▶ **Your assignment**
Run through the data and copy out every line that mentions the word "fabs".
─── Supplied entries ───
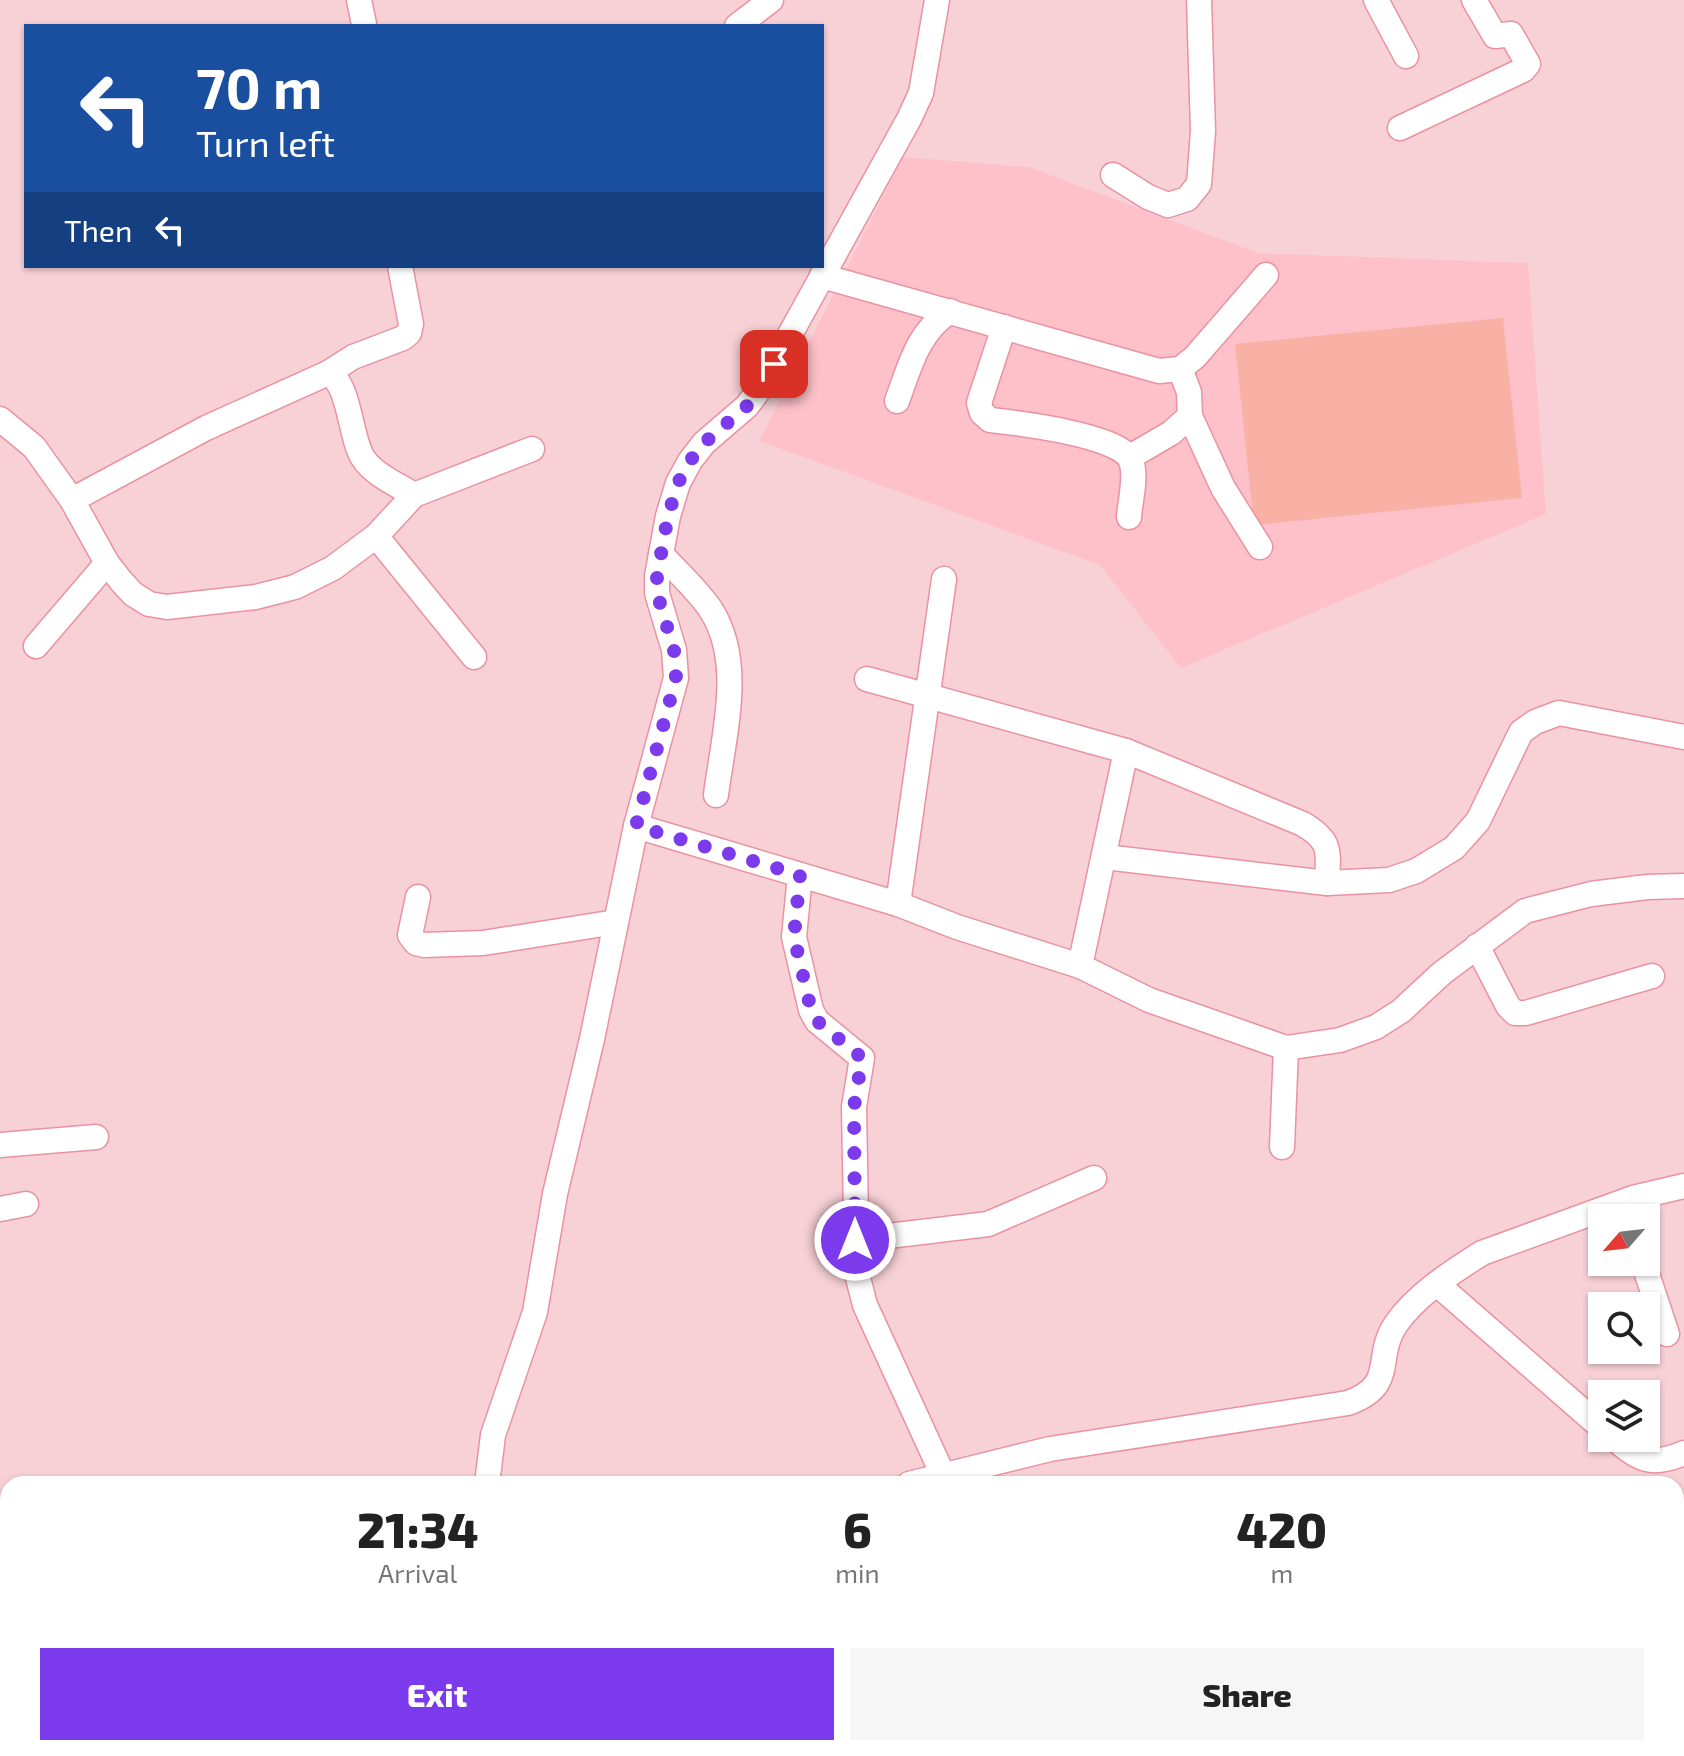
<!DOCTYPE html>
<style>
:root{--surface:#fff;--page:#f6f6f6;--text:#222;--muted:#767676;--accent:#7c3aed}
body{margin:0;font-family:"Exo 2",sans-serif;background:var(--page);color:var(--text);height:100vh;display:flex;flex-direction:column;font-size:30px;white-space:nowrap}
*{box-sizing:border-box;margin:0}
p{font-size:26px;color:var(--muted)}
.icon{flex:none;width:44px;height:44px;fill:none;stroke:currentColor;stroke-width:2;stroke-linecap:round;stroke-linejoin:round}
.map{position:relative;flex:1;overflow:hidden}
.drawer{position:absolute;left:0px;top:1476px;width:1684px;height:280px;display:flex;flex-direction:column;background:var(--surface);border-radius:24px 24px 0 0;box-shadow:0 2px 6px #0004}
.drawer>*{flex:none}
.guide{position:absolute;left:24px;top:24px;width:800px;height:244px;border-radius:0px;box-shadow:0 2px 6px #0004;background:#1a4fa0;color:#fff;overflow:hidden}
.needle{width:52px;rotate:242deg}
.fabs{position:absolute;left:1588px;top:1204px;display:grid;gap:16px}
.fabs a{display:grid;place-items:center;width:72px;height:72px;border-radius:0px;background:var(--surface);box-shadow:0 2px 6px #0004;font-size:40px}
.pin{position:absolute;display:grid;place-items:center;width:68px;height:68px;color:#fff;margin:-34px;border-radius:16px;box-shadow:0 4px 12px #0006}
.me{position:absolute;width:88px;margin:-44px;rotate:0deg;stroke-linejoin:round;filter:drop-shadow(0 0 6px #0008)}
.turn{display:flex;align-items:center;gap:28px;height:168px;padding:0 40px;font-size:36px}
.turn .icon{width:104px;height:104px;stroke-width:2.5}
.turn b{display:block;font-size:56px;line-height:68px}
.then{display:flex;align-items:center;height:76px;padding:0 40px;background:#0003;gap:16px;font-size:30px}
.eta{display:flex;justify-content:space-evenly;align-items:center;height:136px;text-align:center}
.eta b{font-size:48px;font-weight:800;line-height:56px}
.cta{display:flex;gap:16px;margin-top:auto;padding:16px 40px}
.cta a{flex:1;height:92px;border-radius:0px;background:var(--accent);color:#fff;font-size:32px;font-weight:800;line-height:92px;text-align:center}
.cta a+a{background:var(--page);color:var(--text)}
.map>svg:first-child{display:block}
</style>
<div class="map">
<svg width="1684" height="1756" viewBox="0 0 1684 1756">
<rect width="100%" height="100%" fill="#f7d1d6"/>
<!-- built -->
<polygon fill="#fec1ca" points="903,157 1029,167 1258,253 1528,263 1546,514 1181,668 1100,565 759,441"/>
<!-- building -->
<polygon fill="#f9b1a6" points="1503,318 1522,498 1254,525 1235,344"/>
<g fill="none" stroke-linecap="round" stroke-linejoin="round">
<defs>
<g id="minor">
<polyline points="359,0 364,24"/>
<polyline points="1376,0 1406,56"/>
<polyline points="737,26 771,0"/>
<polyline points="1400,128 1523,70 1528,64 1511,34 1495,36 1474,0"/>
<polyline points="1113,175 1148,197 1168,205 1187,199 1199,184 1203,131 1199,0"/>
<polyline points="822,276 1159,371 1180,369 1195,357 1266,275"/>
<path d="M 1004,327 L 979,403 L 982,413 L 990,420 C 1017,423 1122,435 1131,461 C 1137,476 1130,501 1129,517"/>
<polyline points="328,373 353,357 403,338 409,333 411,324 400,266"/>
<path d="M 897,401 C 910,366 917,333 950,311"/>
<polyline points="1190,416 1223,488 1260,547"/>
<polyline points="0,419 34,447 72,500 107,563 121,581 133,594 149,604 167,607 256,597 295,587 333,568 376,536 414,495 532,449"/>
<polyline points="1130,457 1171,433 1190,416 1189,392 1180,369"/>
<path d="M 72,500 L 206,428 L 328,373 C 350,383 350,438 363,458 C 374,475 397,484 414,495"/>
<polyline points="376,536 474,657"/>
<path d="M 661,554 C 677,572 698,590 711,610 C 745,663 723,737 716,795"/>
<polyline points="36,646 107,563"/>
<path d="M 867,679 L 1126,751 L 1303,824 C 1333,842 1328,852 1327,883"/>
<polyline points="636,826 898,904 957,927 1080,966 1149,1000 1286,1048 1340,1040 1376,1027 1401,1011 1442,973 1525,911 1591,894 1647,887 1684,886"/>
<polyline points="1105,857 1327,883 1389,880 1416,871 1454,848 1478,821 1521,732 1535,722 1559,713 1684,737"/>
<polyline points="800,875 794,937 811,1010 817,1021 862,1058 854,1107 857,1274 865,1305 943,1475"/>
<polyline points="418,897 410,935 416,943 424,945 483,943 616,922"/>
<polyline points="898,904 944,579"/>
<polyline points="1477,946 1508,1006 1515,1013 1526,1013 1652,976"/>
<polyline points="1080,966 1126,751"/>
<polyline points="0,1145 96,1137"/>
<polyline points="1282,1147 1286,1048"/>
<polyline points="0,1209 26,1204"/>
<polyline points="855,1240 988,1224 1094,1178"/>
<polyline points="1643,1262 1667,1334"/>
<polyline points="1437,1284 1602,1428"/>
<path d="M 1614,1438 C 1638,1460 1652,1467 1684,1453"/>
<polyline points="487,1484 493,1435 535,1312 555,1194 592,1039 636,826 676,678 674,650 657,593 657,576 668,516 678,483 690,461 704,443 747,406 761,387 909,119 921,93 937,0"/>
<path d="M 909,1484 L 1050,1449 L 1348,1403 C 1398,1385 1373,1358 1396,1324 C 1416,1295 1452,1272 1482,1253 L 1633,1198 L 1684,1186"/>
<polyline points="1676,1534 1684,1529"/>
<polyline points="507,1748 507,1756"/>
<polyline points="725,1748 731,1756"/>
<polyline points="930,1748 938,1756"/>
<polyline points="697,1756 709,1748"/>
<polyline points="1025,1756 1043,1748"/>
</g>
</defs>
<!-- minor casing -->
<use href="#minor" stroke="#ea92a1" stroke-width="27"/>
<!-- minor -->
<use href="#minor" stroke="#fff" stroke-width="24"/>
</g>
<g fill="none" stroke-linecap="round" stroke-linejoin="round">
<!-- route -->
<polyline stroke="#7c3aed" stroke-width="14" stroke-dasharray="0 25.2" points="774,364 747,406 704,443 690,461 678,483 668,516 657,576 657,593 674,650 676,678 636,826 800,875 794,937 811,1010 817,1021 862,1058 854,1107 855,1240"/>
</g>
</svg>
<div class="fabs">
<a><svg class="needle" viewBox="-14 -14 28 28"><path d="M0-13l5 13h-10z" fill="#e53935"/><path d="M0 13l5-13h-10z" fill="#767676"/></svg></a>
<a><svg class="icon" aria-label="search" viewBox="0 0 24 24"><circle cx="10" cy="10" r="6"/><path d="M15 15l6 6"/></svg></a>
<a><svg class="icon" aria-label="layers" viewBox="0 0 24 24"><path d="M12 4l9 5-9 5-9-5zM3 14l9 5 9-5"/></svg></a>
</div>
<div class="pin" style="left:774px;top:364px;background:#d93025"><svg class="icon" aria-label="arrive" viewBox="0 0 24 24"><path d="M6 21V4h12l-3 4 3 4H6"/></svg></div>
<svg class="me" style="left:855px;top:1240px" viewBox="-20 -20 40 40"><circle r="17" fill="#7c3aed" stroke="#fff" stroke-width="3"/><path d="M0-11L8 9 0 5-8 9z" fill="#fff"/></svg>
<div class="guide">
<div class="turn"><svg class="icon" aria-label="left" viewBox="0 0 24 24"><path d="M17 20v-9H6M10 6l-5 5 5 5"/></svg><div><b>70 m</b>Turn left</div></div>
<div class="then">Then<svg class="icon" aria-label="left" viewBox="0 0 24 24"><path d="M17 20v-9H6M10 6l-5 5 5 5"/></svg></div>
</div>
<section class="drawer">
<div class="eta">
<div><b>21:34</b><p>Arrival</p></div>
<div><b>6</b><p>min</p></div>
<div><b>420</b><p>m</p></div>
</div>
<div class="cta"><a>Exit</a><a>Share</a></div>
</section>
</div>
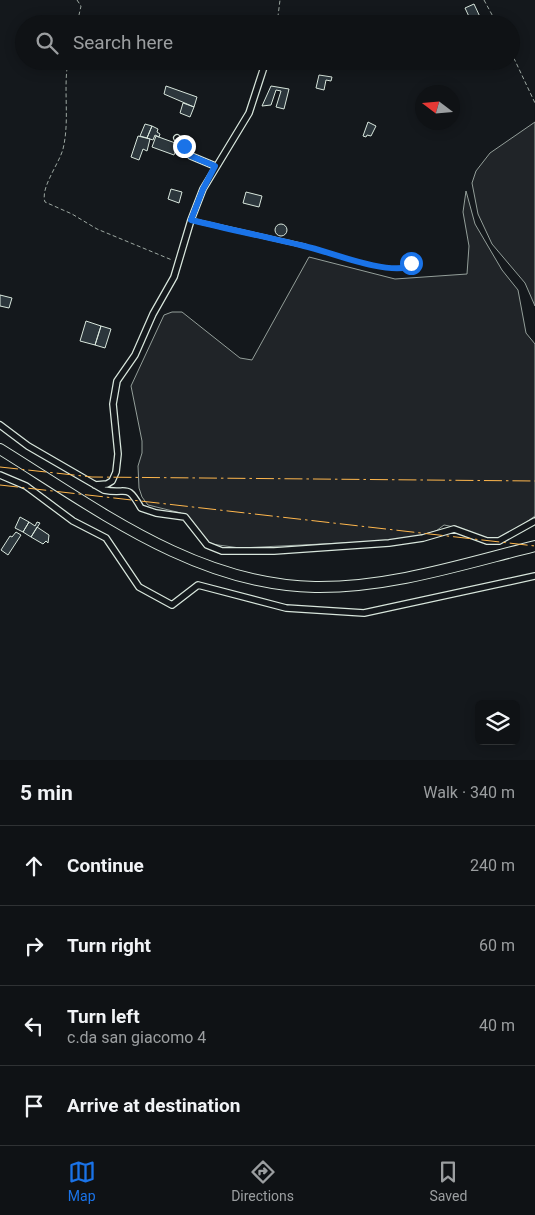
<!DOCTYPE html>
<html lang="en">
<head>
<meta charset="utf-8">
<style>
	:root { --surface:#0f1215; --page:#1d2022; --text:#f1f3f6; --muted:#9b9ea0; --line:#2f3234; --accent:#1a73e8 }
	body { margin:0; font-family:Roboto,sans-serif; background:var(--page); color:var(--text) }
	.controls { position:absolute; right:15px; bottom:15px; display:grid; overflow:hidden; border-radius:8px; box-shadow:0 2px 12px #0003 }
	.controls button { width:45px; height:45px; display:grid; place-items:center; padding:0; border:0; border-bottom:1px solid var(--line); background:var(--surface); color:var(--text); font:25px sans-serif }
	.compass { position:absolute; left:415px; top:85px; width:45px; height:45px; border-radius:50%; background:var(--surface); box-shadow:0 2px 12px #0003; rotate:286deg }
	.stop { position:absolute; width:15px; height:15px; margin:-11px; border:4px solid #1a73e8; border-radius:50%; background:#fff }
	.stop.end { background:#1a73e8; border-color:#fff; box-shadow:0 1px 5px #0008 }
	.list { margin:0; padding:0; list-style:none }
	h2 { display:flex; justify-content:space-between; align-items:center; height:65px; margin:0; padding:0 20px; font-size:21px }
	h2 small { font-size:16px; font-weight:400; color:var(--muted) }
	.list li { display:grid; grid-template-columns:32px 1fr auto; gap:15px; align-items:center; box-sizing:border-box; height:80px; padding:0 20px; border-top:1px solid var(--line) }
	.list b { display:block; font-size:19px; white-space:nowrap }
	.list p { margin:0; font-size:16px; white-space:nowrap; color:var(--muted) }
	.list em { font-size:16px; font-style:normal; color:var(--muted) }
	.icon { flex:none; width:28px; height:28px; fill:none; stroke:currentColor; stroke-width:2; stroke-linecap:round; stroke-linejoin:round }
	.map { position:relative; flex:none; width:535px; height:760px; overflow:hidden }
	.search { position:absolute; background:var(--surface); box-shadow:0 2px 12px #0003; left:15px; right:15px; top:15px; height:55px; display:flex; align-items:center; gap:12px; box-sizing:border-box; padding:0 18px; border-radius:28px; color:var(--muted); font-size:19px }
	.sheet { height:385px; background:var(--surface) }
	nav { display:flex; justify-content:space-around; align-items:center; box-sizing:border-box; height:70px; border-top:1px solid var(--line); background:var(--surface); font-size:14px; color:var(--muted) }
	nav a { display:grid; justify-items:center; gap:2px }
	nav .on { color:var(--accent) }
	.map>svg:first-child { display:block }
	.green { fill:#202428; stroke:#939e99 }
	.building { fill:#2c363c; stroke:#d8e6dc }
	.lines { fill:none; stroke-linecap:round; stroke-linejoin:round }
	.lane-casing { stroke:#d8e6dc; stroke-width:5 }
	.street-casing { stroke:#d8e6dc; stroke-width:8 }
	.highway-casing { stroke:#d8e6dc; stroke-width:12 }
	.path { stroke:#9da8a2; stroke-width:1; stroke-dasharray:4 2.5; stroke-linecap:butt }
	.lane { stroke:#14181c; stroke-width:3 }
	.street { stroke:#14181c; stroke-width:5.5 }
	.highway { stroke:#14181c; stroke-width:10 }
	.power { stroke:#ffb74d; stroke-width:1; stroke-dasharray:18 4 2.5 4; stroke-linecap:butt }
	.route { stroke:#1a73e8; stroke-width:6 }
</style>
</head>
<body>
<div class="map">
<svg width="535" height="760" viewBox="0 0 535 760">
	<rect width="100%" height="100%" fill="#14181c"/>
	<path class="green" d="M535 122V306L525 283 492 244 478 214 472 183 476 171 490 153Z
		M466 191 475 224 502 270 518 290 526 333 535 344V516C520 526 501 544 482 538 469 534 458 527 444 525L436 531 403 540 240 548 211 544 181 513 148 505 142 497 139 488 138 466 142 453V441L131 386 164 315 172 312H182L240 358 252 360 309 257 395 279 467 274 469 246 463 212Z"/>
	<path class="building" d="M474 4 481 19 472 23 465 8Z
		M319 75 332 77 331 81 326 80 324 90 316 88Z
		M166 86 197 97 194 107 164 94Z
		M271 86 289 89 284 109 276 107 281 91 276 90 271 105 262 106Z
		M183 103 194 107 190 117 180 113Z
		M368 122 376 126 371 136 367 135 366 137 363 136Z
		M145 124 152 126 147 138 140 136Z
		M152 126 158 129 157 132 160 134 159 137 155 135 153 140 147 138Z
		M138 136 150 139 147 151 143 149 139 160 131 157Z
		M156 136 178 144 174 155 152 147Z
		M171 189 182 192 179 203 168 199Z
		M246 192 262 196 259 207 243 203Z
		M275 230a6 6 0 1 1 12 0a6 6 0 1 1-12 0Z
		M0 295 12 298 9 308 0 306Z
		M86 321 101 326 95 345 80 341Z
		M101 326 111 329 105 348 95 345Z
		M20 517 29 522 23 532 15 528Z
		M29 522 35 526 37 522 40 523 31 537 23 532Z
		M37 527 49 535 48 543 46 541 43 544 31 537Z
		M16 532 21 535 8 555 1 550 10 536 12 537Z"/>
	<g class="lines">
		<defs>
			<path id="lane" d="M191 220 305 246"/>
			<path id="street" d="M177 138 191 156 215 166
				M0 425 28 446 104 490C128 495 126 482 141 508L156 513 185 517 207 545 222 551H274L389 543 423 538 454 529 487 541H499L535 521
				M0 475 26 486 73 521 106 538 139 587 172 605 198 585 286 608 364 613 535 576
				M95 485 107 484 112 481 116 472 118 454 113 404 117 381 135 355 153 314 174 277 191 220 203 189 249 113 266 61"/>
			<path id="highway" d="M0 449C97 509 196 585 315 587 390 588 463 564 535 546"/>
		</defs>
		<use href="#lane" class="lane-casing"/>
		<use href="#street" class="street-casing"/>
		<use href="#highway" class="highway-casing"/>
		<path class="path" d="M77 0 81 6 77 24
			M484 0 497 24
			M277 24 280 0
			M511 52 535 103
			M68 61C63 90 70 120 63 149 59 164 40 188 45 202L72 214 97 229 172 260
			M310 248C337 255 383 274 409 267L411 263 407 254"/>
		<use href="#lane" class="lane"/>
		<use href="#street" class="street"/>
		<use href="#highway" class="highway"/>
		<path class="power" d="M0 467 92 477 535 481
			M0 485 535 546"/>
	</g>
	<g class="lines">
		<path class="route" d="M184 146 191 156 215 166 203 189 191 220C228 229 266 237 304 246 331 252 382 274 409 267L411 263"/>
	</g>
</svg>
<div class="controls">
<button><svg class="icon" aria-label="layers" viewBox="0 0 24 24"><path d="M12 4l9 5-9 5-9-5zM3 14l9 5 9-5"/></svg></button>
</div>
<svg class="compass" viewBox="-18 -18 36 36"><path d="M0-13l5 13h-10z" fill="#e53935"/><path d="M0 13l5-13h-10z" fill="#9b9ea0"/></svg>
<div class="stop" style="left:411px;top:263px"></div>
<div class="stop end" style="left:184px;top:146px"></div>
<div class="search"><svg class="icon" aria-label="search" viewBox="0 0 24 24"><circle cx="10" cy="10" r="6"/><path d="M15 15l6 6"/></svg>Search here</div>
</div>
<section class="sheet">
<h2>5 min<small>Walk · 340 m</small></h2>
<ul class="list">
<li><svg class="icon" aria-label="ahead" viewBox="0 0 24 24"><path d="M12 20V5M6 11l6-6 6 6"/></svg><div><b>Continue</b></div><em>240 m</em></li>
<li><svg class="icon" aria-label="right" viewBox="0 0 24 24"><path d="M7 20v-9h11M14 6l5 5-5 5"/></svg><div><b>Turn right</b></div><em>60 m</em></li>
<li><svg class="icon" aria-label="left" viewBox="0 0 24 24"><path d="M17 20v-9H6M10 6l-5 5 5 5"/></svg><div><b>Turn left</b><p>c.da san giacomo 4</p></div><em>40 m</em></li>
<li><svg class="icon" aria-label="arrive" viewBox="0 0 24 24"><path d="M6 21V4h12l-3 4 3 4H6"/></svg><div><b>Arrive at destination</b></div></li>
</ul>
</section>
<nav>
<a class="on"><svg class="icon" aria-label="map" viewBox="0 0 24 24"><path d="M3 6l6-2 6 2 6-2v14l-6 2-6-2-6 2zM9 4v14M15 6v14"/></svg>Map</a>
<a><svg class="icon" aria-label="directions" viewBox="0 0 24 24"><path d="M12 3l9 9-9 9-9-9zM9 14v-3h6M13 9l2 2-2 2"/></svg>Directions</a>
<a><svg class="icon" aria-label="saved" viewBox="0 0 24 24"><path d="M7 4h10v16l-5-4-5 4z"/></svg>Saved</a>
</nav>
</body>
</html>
───
▶ **Solution to this task**
.fabs{position:absolute;left:1588px;top:1204px;display:grid;gap:16px}
.fabs a{display:grid;place-items:center;width:72px;height:72px;border-radius:0px;background:var(--surface);box-shadow:0 2px 6px #0004;font-size:40px}
<div class="fabs">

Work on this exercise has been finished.